On 2025-06-26 13:07:49 +0800, Zhou, Zhiguo wrote:
> This patch addresses severe LWLock contention observed on high-core systems
> where hundreds of processors concurrently access frequently-shared locks.
> Specifically for ProcArrayLock (exhibiting 93.5% shared-mode acquires), we
> implement a new ReadBiasedLWLock mechanism to eliminate the atomic operation
> bottleneck.
> 
> Key aspects:
> 1. Problem: Previous optimizations[1] left LWLockAttemptLock/Release
> consuming
>    ~25% total CPU cycles on 384-vCPU systems due to contention on a single
>    lock-state cache line.

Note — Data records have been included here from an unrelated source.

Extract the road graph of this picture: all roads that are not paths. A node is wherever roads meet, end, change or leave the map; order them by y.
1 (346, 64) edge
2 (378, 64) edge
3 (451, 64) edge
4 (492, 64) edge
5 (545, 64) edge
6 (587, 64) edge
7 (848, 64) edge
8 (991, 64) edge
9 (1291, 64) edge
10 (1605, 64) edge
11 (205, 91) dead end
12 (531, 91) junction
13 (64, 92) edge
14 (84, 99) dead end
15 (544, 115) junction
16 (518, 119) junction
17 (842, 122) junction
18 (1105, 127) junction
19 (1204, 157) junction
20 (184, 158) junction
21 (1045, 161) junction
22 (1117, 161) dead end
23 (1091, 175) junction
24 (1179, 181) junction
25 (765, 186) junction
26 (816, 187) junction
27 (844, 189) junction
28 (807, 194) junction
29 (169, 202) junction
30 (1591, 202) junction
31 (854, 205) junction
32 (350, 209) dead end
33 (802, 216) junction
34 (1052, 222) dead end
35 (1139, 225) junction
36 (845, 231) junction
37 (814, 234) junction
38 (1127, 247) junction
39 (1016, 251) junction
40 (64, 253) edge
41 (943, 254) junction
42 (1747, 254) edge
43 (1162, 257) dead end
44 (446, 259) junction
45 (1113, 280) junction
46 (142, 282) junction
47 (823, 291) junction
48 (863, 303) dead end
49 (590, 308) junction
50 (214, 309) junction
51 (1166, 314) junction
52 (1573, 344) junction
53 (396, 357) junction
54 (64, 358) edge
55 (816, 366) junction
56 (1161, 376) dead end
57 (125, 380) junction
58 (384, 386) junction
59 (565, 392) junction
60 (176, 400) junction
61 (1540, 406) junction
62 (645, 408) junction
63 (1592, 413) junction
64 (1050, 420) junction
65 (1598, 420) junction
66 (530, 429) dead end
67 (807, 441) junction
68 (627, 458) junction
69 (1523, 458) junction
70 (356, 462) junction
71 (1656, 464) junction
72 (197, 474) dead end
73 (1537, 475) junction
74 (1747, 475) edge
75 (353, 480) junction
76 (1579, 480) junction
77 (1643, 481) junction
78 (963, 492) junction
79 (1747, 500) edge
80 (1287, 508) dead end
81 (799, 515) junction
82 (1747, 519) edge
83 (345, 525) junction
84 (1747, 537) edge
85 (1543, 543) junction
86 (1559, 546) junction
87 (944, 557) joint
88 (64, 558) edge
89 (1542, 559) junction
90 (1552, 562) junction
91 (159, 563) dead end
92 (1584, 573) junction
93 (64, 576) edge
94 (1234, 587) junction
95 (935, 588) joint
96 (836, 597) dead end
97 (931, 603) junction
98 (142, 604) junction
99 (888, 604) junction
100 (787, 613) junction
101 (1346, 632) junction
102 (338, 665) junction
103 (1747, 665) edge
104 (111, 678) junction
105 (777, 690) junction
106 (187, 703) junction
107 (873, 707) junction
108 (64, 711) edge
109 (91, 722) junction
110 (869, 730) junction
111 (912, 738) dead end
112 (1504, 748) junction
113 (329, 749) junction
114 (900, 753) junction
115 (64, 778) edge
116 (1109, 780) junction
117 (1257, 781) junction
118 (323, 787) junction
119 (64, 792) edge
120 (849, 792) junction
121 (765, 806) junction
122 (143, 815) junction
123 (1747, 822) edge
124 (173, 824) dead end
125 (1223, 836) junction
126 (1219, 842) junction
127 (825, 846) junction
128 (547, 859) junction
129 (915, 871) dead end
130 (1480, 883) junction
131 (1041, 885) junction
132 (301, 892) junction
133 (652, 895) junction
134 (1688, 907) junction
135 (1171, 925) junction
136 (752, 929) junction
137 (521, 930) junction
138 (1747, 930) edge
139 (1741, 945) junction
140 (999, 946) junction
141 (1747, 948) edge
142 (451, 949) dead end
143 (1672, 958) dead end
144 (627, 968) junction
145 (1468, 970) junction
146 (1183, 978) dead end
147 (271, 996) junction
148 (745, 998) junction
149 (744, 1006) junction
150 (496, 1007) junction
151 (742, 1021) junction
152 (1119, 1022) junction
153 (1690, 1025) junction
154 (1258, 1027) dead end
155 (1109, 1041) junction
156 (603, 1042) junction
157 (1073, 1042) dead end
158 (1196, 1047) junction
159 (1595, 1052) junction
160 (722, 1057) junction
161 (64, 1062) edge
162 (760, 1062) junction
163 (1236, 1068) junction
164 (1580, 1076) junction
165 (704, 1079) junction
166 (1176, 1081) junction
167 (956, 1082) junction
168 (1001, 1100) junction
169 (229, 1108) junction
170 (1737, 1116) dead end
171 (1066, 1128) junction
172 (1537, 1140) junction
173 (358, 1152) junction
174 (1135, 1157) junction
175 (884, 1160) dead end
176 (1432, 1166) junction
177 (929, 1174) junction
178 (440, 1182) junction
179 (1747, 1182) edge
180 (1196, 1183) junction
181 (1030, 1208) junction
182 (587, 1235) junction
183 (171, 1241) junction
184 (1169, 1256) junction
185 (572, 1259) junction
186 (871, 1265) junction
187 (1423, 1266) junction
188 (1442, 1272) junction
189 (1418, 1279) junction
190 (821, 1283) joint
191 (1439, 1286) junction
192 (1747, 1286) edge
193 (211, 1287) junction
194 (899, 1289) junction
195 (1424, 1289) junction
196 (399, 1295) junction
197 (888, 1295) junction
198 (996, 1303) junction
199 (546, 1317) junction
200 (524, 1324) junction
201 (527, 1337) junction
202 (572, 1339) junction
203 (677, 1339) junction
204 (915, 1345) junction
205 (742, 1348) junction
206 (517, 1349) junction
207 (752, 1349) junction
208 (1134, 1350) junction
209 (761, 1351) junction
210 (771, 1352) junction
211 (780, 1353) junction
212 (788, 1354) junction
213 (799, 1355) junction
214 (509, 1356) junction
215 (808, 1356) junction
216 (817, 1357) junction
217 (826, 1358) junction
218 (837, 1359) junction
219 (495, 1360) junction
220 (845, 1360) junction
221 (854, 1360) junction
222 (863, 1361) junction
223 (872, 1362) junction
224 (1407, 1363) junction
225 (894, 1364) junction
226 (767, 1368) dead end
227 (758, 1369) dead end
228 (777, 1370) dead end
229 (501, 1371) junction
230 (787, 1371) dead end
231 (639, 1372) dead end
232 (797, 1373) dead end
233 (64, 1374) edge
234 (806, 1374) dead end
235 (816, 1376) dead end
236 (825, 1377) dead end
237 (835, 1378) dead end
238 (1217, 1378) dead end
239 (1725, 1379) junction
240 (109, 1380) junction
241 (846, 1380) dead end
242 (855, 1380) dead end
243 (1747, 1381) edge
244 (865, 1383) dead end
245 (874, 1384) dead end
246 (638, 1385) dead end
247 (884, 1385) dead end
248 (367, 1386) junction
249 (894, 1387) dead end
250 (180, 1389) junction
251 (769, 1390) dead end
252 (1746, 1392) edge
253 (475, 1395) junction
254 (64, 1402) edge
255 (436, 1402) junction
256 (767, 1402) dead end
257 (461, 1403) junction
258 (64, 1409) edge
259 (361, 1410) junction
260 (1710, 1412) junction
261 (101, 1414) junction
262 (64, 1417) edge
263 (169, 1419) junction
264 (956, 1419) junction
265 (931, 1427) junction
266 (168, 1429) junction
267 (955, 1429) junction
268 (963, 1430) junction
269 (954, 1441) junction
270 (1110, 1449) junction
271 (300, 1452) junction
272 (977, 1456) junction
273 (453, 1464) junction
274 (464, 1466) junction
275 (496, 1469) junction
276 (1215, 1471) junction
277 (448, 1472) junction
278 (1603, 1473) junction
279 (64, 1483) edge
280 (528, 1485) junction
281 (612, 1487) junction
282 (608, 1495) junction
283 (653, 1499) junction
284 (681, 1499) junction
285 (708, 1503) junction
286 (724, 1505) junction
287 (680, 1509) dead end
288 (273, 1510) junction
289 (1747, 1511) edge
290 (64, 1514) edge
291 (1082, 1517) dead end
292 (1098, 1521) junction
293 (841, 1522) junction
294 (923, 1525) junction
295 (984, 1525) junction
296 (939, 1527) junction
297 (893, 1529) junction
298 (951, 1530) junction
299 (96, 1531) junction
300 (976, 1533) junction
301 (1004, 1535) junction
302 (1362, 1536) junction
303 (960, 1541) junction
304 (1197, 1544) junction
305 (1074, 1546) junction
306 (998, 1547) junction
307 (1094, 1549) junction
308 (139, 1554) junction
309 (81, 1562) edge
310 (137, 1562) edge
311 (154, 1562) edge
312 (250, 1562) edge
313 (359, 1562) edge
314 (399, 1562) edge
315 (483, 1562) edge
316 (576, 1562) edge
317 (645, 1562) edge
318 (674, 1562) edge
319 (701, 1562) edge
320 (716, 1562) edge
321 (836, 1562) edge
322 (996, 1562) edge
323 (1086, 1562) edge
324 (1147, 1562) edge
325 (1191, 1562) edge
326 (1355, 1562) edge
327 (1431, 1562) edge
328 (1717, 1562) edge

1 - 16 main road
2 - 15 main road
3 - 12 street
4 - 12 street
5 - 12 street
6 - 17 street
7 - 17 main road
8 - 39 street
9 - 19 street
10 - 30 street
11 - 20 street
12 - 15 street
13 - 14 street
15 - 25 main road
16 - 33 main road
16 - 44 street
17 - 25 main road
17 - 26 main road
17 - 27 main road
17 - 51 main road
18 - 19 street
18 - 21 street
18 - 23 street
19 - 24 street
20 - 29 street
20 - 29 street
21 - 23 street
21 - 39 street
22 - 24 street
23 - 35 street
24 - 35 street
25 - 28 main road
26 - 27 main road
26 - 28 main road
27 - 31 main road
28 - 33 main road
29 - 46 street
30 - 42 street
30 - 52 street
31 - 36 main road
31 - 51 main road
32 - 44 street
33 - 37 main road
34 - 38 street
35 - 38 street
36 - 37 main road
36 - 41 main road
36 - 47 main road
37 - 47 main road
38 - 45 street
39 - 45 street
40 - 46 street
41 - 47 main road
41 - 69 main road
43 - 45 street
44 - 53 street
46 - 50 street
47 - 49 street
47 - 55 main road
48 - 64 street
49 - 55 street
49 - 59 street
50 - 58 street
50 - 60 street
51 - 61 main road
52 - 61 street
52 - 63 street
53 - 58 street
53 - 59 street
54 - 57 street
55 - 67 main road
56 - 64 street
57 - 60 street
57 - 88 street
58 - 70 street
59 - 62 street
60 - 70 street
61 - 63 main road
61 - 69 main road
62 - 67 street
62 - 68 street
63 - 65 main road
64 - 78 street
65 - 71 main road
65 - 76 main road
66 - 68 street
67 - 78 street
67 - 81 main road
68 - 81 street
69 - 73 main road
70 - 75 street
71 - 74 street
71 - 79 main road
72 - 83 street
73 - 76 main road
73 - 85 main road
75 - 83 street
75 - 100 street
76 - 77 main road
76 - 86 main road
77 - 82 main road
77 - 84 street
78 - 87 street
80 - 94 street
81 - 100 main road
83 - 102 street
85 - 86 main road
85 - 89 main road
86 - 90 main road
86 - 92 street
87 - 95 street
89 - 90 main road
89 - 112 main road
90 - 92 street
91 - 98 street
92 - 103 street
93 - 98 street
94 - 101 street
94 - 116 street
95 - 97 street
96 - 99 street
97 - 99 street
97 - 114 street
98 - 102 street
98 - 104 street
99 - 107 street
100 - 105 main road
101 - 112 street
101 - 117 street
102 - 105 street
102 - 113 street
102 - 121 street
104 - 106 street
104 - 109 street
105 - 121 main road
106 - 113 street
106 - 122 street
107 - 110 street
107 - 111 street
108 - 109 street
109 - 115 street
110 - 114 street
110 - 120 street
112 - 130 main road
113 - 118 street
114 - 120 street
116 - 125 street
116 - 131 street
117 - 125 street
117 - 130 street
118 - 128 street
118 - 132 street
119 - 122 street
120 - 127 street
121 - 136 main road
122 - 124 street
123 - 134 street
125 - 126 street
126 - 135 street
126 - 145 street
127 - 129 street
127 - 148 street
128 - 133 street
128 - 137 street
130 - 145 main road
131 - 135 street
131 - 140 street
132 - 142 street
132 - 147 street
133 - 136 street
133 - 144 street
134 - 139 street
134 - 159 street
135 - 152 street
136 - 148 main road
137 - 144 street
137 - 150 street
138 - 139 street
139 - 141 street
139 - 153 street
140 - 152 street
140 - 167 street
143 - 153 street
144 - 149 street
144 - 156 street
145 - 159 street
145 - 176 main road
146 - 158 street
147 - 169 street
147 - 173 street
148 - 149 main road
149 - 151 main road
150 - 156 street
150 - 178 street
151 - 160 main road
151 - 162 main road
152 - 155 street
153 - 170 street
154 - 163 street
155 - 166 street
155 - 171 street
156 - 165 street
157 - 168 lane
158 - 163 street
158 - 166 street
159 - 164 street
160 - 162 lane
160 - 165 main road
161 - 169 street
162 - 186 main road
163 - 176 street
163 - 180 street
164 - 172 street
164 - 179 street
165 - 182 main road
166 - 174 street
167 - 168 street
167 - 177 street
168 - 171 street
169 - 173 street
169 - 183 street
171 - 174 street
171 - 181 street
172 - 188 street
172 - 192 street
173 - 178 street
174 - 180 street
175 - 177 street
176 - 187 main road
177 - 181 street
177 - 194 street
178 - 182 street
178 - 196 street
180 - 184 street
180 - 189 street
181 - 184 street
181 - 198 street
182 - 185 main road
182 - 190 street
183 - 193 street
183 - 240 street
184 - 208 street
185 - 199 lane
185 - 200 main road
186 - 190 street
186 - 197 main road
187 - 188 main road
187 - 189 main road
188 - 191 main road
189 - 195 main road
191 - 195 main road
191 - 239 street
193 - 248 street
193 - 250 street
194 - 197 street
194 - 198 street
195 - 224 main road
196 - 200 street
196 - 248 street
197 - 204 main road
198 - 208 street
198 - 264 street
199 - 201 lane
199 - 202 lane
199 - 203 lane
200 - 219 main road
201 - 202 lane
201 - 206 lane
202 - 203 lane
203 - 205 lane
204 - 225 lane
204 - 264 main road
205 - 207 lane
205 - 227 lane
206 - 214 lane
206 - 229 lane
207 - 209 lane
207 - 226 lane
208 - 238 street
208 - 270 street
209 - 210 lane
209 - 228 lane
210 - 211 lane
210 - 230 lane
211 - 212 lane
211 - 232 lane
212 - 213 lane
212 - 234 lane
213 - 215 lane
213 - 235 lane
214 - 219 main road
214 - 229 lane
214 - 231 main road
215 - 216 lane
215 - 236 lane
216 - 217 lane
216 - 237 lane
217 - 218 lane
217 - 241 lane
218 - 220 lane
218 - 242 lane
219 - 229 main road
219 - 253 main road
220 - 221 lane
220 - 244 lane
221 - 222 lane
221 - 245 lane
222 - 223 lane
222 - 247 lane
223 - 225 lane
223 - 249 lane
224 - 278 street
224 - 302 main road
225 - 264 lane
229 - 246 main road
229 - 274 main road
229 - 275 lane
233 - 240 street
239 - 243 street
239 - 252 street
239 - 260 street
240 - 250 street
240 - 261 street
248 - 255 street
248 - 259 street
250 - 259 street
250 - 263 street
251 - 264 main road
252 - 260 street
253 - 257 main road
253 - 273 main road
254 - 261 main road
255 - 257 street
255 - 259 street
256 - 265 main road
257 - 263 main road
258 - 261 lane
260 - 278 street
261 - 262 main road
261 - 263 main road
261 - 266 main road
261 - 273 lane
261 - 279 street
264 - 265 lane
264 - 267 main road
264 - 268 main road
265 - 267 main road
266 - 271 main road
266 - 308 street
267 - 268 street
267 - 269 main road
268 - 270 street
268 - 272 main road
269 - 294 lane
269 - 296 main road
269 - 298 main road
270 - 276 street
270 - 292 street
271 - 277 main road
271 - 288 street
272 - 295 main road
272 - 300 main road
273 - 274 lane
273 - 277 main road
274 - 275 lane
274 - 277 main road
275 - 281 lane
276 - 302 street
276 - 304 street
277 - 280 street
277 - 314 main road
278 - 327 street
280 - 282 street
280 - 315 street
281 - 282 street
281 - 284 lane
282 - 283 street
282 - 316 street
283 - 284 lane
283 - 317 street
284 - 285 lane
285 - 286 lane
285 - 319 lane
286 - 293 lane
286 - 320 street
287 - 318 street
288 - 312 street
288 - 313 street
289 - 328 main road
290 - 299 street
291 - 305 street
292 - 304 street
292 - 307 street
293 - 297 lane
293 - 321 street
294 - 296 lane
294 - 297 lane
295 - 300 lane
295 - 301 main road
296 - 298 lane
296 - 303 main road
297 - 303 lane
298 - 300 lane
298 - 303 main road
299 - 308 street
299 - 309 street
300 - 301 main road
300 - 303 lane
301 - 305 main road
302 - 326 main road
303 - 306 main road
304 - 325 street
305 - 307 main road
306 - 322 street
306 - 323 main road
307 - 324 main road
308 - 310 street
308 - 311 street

Shared lock attempts showed 37x higher cumulative
>    latency than exclusive mode for ProcArrayLock.
> 
> 2. Solution: ReadBiasedLWLock partitions lock state across 16 cache lines
>    (READ_BIASED_LOCK_STATE_COUNT):
>    - Readers acquire/release only their designated LWLock (indexed by
>      pid % 16) using a single atomic operation
>    - Writers pay higher cost by acquiring all 16 sub-locks exclusively
>    - Maintains LWLock's "acquiring process must release" semantics
> 
> 3. Performance: HammerDB/TPCC shows 35.3% NOPM improvement over baseline
>    - Lock acquisition CPU cycles reduced from 16.7% to 7.4%
>    - Lock release cycles reduced from 7.9% to 2.2%
> 
> 4. Implementation:
>    - Core infrastructure for ReadBiasedLWLock
>    - ProcArrayLock converted as proof-of-concept
>    - Maintains full LWLock API compatibility
> 
> Known considerations:
> - Increased writer acquisition cost (acceptable given rarity of exclusive
>   acquisitions for biased locks like ProcArrayLock)

Unfortunately I have a very hard time believing that that's unacceptable -
there are plenty workloads (many write intensive ones) where exclusive locks
on ProcArrayLock are the bottleneck.

Greetings,

Andres Freund